Of course it did not last long.  Burly security men rushed the stage, grabbed Janice and a companion, and hustled them off.  Hysterical AHIP security guards angrily denounced Janice, and demanded her arrest.  

Instead, the police officers smiled, asked Janice if she had any warrants out, and started to describe the healthcare cutbacks they’re facing due to SDPD’s trouble with affording ever-rising insurance premiums, and escorted her outside  where she was given a raucous welcome from a crowd of nurses, teachers, patients, doctors, and progressive democrats.

Taking the mike again–this time to the cheers of the crowd, Janice said, “They refused my check of course, but they’ll take every bit of money my patients can come up with.  Insurance corporations, nurses and patients want you out of our lives!  How many lives ruined by these corporate executives?  How long will Washington let them deny care, delay care, cancel policies, buy off Washington policies, and masquerade their marketing plans as healthcare reform?  Forcing people to subsidize insurers is NOT healthcare reform.”

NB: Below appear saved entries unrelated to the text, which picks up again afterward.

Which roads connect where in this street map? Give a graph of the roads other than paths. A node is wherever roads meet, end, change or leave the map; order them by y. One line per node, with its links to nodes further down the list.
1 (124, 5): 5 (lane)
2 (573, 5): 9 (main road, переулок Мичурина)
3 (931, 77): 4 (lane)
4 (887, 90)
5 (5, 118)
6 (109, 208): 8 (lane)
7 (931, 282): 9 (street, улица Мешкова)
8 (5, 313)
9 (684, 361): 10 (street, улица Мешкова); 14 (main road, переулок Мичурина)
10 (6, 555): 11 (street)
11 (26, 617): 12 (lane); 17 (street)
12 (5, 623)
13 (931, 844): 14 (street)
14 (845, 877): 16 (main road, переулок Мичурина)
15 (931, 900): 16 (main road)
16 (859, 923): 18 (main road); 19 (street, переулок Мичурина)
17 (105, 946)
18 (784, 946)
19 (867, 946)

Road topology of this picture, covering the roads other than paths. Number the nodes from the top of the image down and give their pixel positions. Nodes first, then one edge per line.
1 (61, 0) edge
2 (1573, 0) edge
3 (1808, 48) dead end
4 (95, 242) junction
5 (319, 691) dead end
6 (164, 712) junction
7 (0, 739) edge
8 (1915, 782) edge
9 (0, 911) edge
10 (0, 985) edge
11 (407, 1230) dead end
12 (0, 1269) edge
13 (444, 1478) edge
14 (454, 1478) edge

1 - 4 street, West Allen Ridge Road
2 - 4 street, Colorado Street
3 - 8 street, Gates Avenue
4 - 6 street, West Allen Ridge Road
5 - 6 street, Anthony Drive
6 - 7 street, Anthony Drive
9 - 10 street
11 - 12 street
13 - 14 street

Janice was followed by Jeffrey Gordon, a Physicians for a National Health Program member, who brought along a half-dozen of his patients who have been bankrupted or sickened by their insurance companies. You probably saw the report today from PNHP how unpayable medical bills, and income lost as a result of illness, now account for a shocking 62 percent of personal bankruptcies, a number that is rising. Too bad the healthcare reform bills now being framed in the Senate won’t solve that problem — in fact, it will likely make it worse by forcing more people to buy insurance without effective cost controls for ever rising premiums and out of pocket costs.

Gordon told the crowd, “As I was driving here I knew I was in the right place because there’s a whole flock of corporate jets lined up right over there.  We’re here to tell AHIP that it’s time to get rid of their jets.”  He added, “The power of those people across the streets keep the people in Washington from talking about the real problems in healthcare in this nation.  And if you don’t make the right diagnosis there is not cure–which is to get rid of the health insurance industry.”

Jim Gothe, a board member of the California Teachers Association followed Gordon’s point, saying “the bad news is that they’re paying for this conventino with money from students, teachers, retiress.  What sense does that make?  Students are the future of this state!…CTA believes healthcare is a human right for all people.”  The local CTA rep, Kathy Rallings continued his point saying, “My one-year-old son had open heart surgery when he was 3 months old.  You know what that means?  He has a preexisting condition FOREVER.  That means his life will be spent following healthcare…not his dreams.”

It’s not too late.  We will get single-payer in this country because we cannot care for all our patients while also subsidizing AHIP.  Help it along.  Tell Max Baucus that he should still hold a hearing on single-payer, or co-sponsor one with the health committee to provide a real side by side comparison with the plans they are proposing, so the American people can judge for themselves which approach will really produce a reform plan that covers everyone, improves quality of care, and includes genuine cost controls — and gets the hands of AHIP off our necks once and for all.

Single payer activists from coast to coast have done a great job getting the message to Congress, but we have to keep it up. Please Fax Baucus and other committee chairs today.  Healthcare is too important to let Washington get wrong.